Critical Quantum Metrology Assisted by Real-Time Feedback Control

We investigate critical quantum metrology, that is, the estimation of parameters in many-body systems close to a quantum critical point, through the lens of Bayesian inference theory. We first derive a no-go result stating that any nonadaptive strategy will fail to exploit quantum critical enhancement (i.e., precision beyond the shot-noise limit) for a sufficiently large number of particles N whenever our prior knowledge is limited. We then consider different adaptive strategies that can overcome this no-go result and illustrate their performance in the estimation of (i) a magnetic field using a probe of 1D spin Ising chain and (ii) the coupling strength in a Bose-Hubbard square lattice.

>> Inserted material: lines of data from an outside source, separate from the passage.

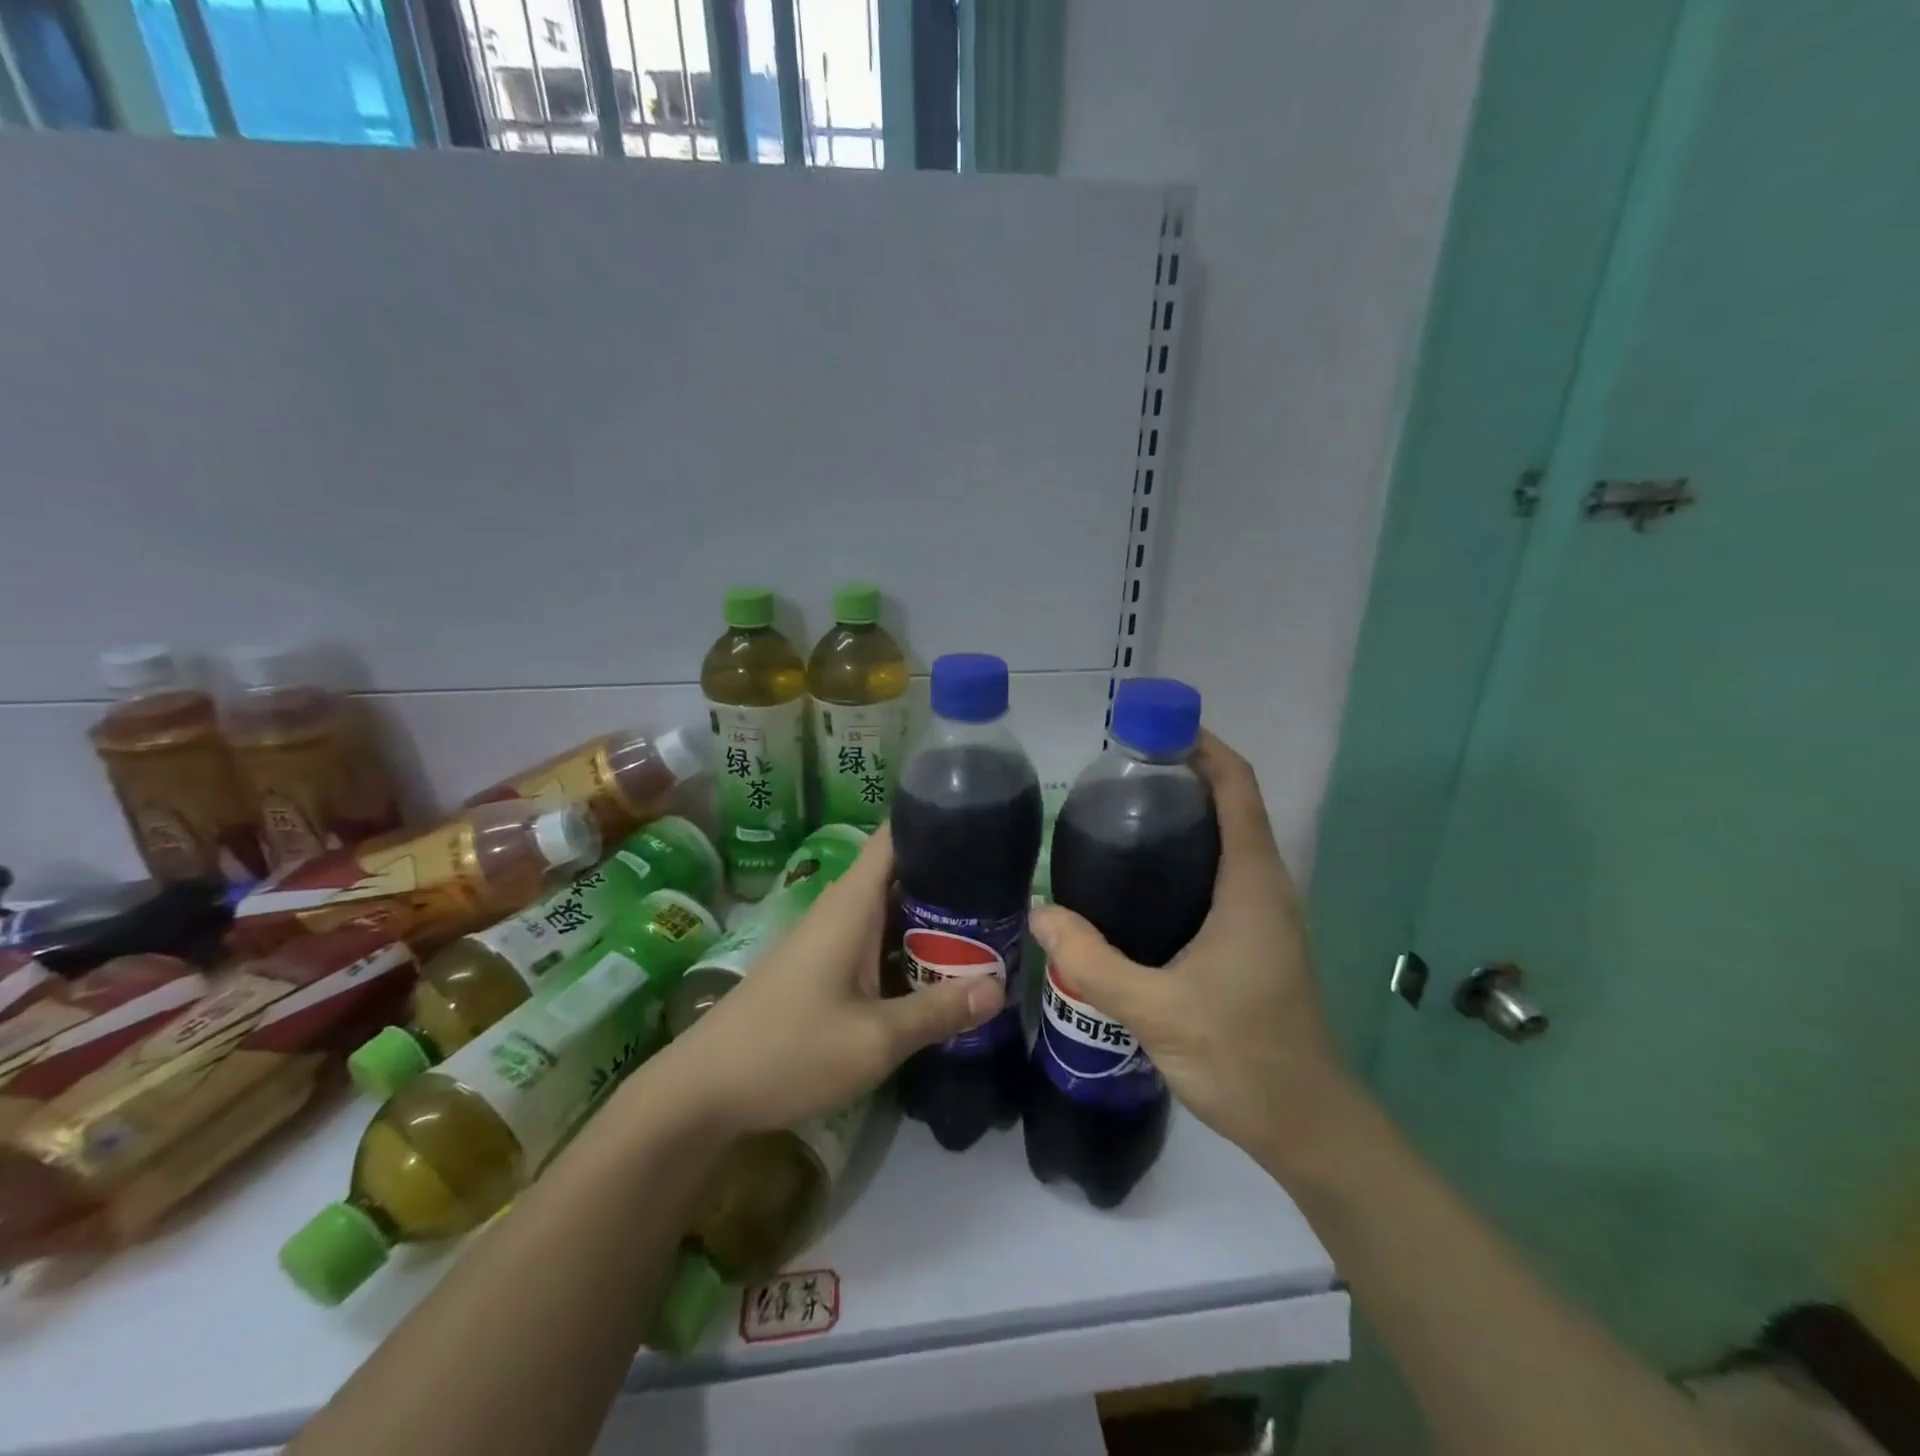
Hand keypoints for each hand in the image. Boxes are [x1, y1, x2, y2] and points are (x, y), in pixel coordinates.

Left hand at [647, 826, 1002, 1135]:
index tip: (984, 825)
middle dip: (949, 877)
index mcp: (850, 905)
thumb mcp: (874, 1039)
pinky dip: (907, 945)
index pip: (893, 837)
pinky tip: (938, 968)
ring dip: (930, 917)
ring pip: (889, 911)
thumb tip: (1000, 987)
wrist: (703, 1091)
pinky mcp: (822, 967)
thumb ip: (937, 1011)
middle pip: (899, 873)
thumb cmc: (788, 1051)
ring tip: (986, 923)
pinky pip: (874, 940)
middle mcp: (839, 910)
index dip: (934, 821)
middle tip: (1004, 889)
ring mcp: (827, 939)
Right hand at [1028, 731, 1355, 1177]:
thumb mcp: (1156, 1009)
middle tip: (1114, 775)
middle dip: (1181, 775)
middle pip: (1230, 804)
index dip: (1202, 747)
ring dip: (1183, 814)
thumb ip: (1092, 960)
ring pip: (1226, 839)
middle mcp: (1264, 886)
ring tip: (1116, 814)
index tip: (1151, 730)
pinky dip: (1185, 853)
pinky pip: (1220, 872)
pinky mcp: (1254, 937)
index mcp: (1252, 883)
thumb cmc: (1241, 1055)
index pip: (1237, 788)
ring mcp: (1263, 912)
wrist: (1304, 1123)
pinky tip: (1136, 878)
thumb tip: (1037, 910)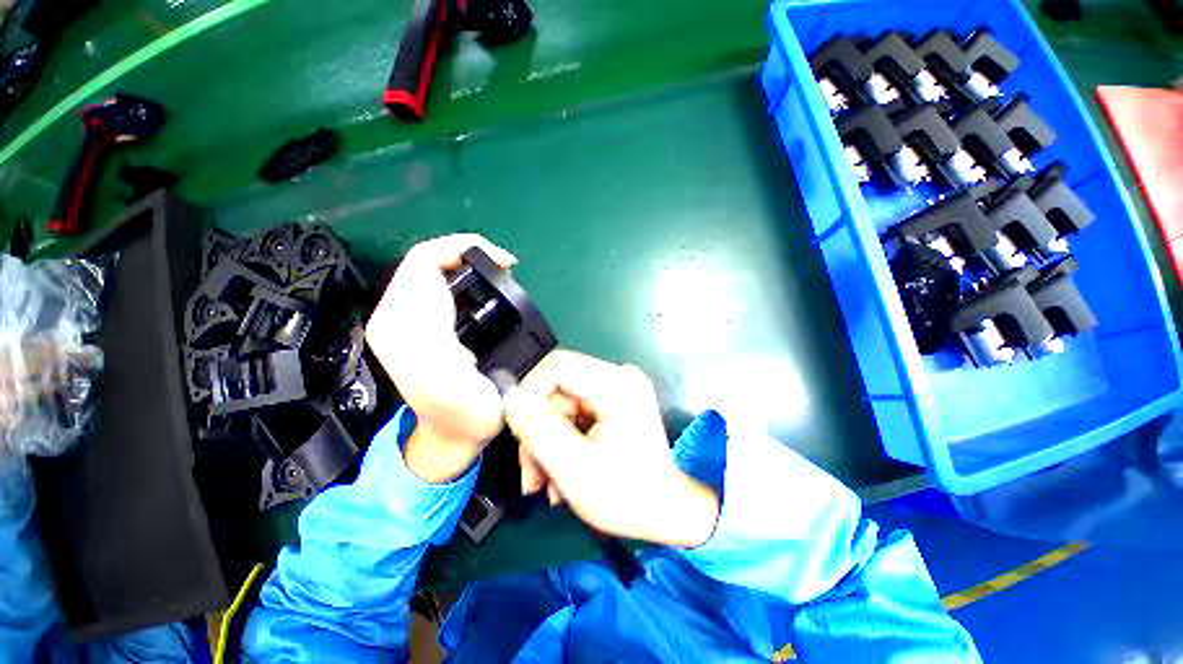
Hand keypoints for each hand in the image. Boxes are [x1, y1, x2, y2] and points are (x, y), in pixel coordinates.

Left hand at [366, 234, 516, 482]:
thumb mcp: (454, 385)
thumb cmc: (466, 415)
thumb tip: (440, 291)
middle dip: (469, 256)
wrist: (453, 434)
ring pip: (430, 270)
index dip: (467, 250)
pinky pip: (433, 284)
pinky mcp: (411, 324)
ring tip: (499, 278)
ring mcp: (399, 319)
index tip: (506, 264)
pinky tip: (482, 292)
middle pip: (426, 261)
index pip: (426, 260)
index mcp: (402, 325)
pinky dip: (461, 278)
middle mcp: (392, 316)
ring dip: (466, 266)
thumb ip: (437, 338)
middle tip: (506, 270)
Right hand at [504, 351, 719, 547]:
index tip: (519, 435)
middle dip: (538, 432)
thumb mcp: (574, 467)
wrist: (665, 513)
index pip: (558, 366)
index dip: (530, 395)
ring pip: (560, 405)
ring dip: (546, 443)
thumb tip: (509, 397)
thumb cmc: (627, 496)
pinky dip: (561, 442)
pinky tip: (560, 474)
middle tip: (532, 477)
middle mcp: (619, 378)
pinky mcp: (613, 403)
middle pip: (557, 389)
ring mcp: (617, 389)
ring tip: (545, 484)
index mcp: (618, 385)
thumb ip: (538, 429)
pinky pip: (573, 414)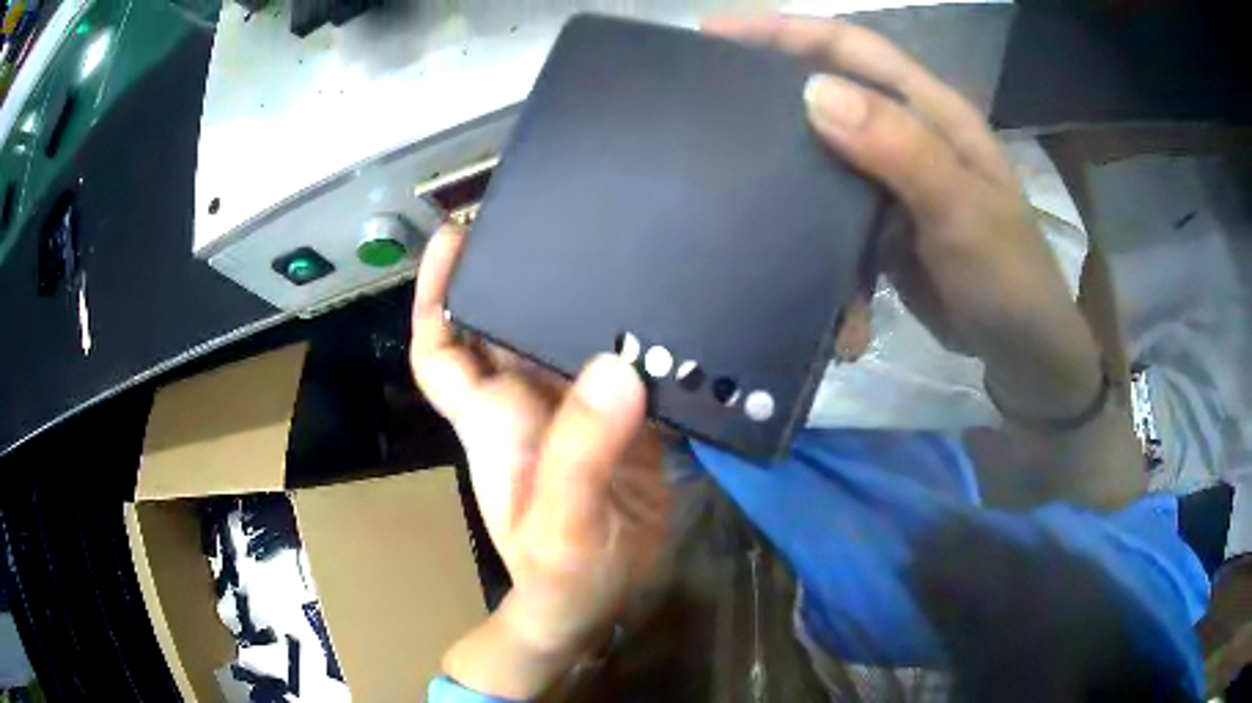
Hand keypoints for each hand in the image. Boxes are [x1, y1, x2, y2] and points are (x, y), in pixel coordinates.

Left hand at [410, 225, 669, 697]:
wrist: (600, 603)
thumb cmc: (560, 575)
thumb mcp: (563, 522)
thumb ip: (583, 450)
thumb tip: (617, 364)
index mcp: (495, 419)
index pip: (441, 348)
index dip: (435, 292)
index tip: (456, 238)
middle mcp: (528, 403)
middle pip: (510, 323)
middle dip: (522, 272)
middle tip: (562, 218)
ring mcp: (576, 411)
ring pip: (568, 338)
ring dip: (588, 298)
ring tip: (627, 247)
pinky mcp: (622, 424)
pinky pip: (625, 367)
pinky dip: (642, 339)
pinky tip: (672, 311)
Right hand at [705, 16, 1102, 420]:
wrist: (1022, 352)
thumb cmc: (1008, 277)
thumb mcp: (961, 209)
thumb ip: (899, 148)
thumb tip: (811, 92)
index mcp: (930, 112)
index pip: (851, 47)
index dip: (785, 31)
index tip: (713, 34)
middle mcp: (906, 134)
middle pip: (827, 95)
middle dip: (770, 97)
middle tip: (706, 112)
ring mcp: (892, 182)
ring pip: (822, 161)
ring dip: (790, 188)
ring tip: (741, 205)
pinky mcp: (881, 227)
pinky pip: (833, 222)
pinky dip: (820, 253)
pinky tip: (818, 291)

Our results show that adaptive strategies with real-time feedback control can achieve sub-shot-noise scaling even with few measurements and substantial prior uncertainty.

Automated summary

In this study, we investigate the estimation of parameters in many-body systems near a quantum critical point, known as critical quantum metrology, using Bayesian inference theory. We demonstrate a no-go result which states that nonadaptive strategies will fail to exploit quantum critical enhancement when the prior knowledge is limited. However, we propose adaptive strategies with real-time feedback control that can overcome this limitation and achieve sub-shot-noise scaling even with few measurements and substantial prior uncertainty.